A federal judge has sided with a plaintiff in a negligence case, awarding a little more than $115,000 to the plaintiff after she was struck during a sailboat race by an opposing boat.
The action arose out of a July 2002 accident during a sailboat race off Jetties Beach in Nantucket.
Defendant Donncha Kiely was at the helm of a Hunter 140 sailboat, when she jibed the boat during the race. The tip of the boom struck plaintiff Julianne Marie Evans, a passenger sitting port side in a nearby Hunter 140 sailboat. Defendant Ronan O’Siochru was at the helm of the sailboat in which Evans was the only other occupant.
Evans sought recovery from Kiely and O’Siochru for negligence under general maritime law. The defendants, both instructors at Nantucket Community Sailing, Inc., argued that Evans was comparatively negligent in her failure to pay attention, keep a lookout for herself and/or notice Kiely’s nearby boat. In December 2005, the parties entered into a stipulation that: “the only claims . . . that are being presented in this litigation are for the loss of taste and loss of smell;” that “there will be no claims . . . for loss of earning capacity, either past or future;” and that “medical expenses” are limited to “expenses that are related to loss of smell and taste.”
Relevant here, the court accepted the testimony of a physician who gave specific tests relative to the nature and depth of the plaintiff’s injury–the loss of taste and smell.

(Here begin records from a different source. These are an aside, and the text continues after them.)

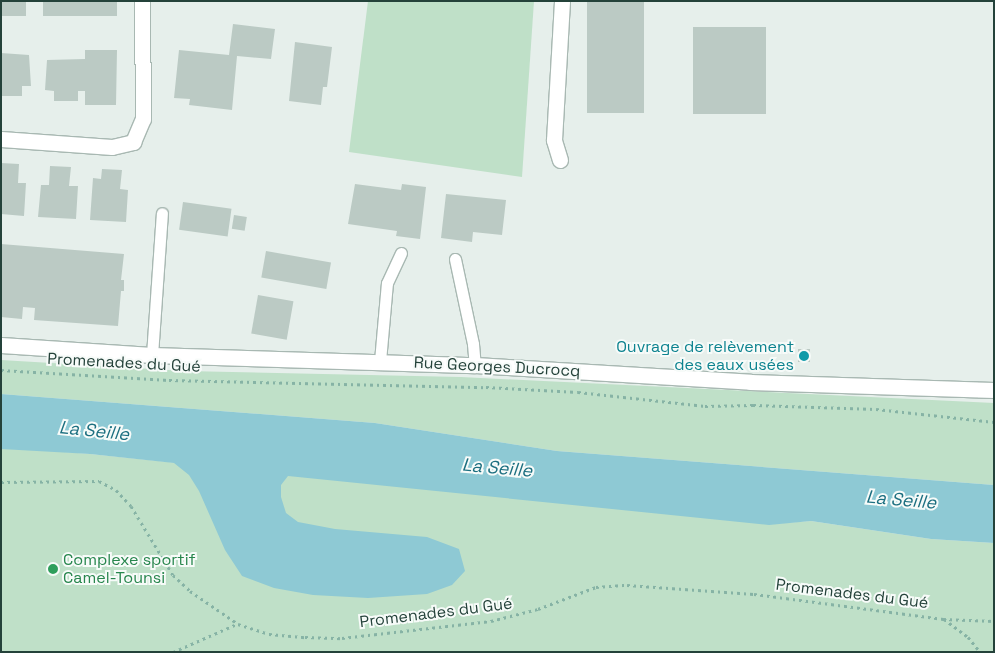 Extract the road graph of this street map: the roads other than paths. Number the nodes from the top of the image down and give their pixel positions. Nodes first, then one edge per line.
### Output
1 (142, 1) edge
2 (562, 1) edge
3 (1, 139) edge
4 (560, 160) dead end
5 (162, 213) dead end
6 (401, 253) dead end
7 (455, 259) dead end
8 (1, 345) edge
9 (152, 355) junction
10 (380, 360) junction
11 (475, 365) junction
12 (994, 390) edge

1 - 3 street
2 - 4 street
5 - 9 lane
6 - 10 lane
7 - 11 lane
8 - 9 street, Rue Georges Ducrocq
9 - 10 street, Rue Georges Ducrocq
10 - 11 street, Rue Georges Ducrocq
11 - 12 street, Rue Georges Ducrocq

The court became convinced that “the loss was proximately caused by the accident and not by plaintiff’s hypothyroidism. As for the parties’ negligence, (Kiely’s) conduct in undertaking a jibe and misjudging the distance between the boom and plaintiff amounted to negligence contrary to 33 U.S.C.S. foll. 30 R. 17. (O’Siochru) was negligent by failing to take early or substantial action to avoid a collision contrary to 33 U.S.C.S. foll. 30 R. 16. Both defendants were at fault for failing to maintain a proper distance between the sailboats.

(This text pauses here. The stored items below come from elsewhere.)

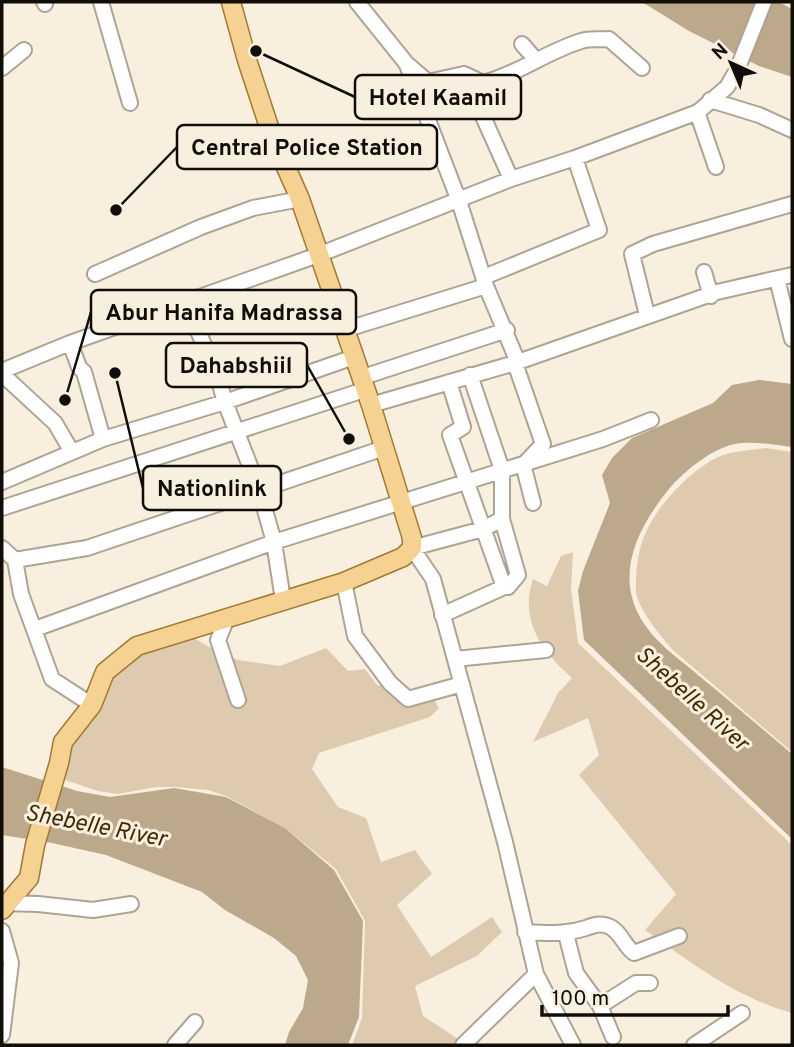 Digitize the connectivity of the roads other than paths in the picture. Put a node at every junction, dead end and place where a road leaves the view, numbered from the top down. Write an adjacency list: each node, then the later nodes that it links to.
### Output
1 (100, 2): 13 (street)
2 (231, 2): 19 (main road)
3 (357, 2): 8 (street)
4 (764, 2): 12 (street)
5 (522, 44): 7 (street)
6 (24, 50): 9 (street)
7 (536, 60): 10 (street); 11 (street)
8 (406, 64): 11 (street); 20 (street)
9 (2, 68)
10 (642, 68)
11 (464, 74): 18 (street)
12 (710, 100): 14 (street); 15 (street)
13 (130, 103)
14 (697, 112): 16 (street); 17 (street)
15 (792, 130)
16 (575, 158): 18 (street); 27 (street)
17 (716, 167)
18 (511, 179): 20 (street)
19 (300, 199): 22 (main road); 24 (street)
20 (459, 201): 22 (street); 27 (street)
21 (792, 204): 30 (street)
22 (318, 255): 29 (street); 31 (main road)
23 (704, 272): 28 (street)
24 (95, 274)
25 (792, 275): 26 (street)
26 (777, 279): 28 (street); 33 (street)
27 (485, 281): 31 (street); 32 (street)
28 (711, 296): 30 (street)
29 (185, 302): 34 (street); 41 (street)
30 (647, 315): 36 (street)
31 (344, 330): 35 (main road)
32 (507, 330): 36 (street); 40 (street)
33 (792, 339)
34 (70, 343): 37 (street); 44 (street)
35 (354, 357): 40 (main road); 41 (street)
36 (516, 361): 38 (street); 47 (street)
37 (2, 373): 46 (street)
38 (470, 375): 39 (street); 48 (street)
39 (449, 382): 40 (street); 50 (street)
40 (365, 391): 43 (street); 45 (main road)
41 (225, 402): 43 (street); 44 (street)
42 (650, 420): 47 (street)
43 (236, 431): 51 (street); 54 (street)
44 (103, 439): 46 (street)
45 (384, 447): 51 (street); 52 (main road)
46 (72, 452): 49 (street)
47 (523, 464): 48 (street); 53 (street)
48 (502, 470): 50 (street); 55 (street)
49 (2, 482)
50 (467, 482): 52 (street); 56 (street)
51 (259, 489): 57 (street); 60 (street)
52 (399, 502): 57 (street); 59 (main road)
53 (533, 503)
54 (2, 508)
55 (502, 519): 56 (street); 62 (street)
56 (483, 529): 59 (street); 62 (street)
57 (274, 542): 63 (street); 66 (street)
58 (2, 548): 60 (street)
59 (412, 548): 61 (main road); 64 (street)
60 (15, 561): 66 (street)
61 (344, 582): 63 (main road); 69 (street)
62 (504, 587): 64 (street)
63 (283, 600): 65 (main road)
64 (442, 615): 68 (street)
65 (227, 618): 70 (street); 71 (main road)
66 (35, 629): 71 (street)
67 (546, 650): 68 (street)
68 (455, 660): 69 (street)
69 (462, 684): 75 (street)
70 (238, 700)
71 (92, 705): 73 (main road)
72 (131, 904): 73 (street)
73 (3, 906)
74 (2, 931): 83 (street)
75 (526, 932): 76 (street); 78 (street)
76 (566, 934): 77 (street); 80 (street)
77 (679, 936)
78 (536, 974): 86 (street); 87 (street)
79 (650, 983): 80 (street)
80 (600, 1006): 84 (street)
81 (743, 1013): 88 (street)
82 (195, 1022): 85 (street)
83 (2, 1035)
84 (613, 1037)
85 (175, 1045)
86 (463, 1045)
87 (573, 1045)
88 (694, 1045)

“The plaintiff was at fault for not paying attention; if she had acted with reasonable care, she would have seen the boom and moved in time to avoid it hitting her neck. Fault was apportioned as follows: (O’Siochru), 35 percent; (Kielys), 25 percent; and plaintiff, 40 percent. Damages totaling $150,000 adequately and fully compensated plaintiff for her loss of taste and smell. The court was not persuaded that the activities and substitution of trial counsel warranted a denial of prejudgment interest.”
Julianne Marie Evans v. Nantucket Community Sailing, INC., a Massachusetts Corporation, Ronan O’Siochru and Donncha Kiely; D. Mass.; CIVIL ACTION NO. 05-10088-MBB; 2008 U.S. Dist. LEXIS 85628; 10/22/08
Attorneys of Record: (for plaintiff) Alan L. Cantor, David P. Angueira, Edward M. Swartz, LEAD ATTORNEYS, Swartz & Swartz, Boston, MA; Constance L. Rudnick, LEAD ATTORNEY, Marielise Kelly, Richard A. Gargiulo, Gargiulo, Rudnick & Gargiulo, Boston, MA; Steven D. Miller, LEAD ATTORNEY, Plantation, FL; Jeffrey A. Miller, Boca Raton, FL. (for defendants)
Terence G. Kenneally, Thomas J Muzyka, LEAD ATTORNEYS, Clinton & Muzyka, P.C., Boston, MA; Thomas J Muzyka, LEAD ATTORNEY, Terence G. Kenneally, Clinton & Muzyka, P.C., Boston, MA.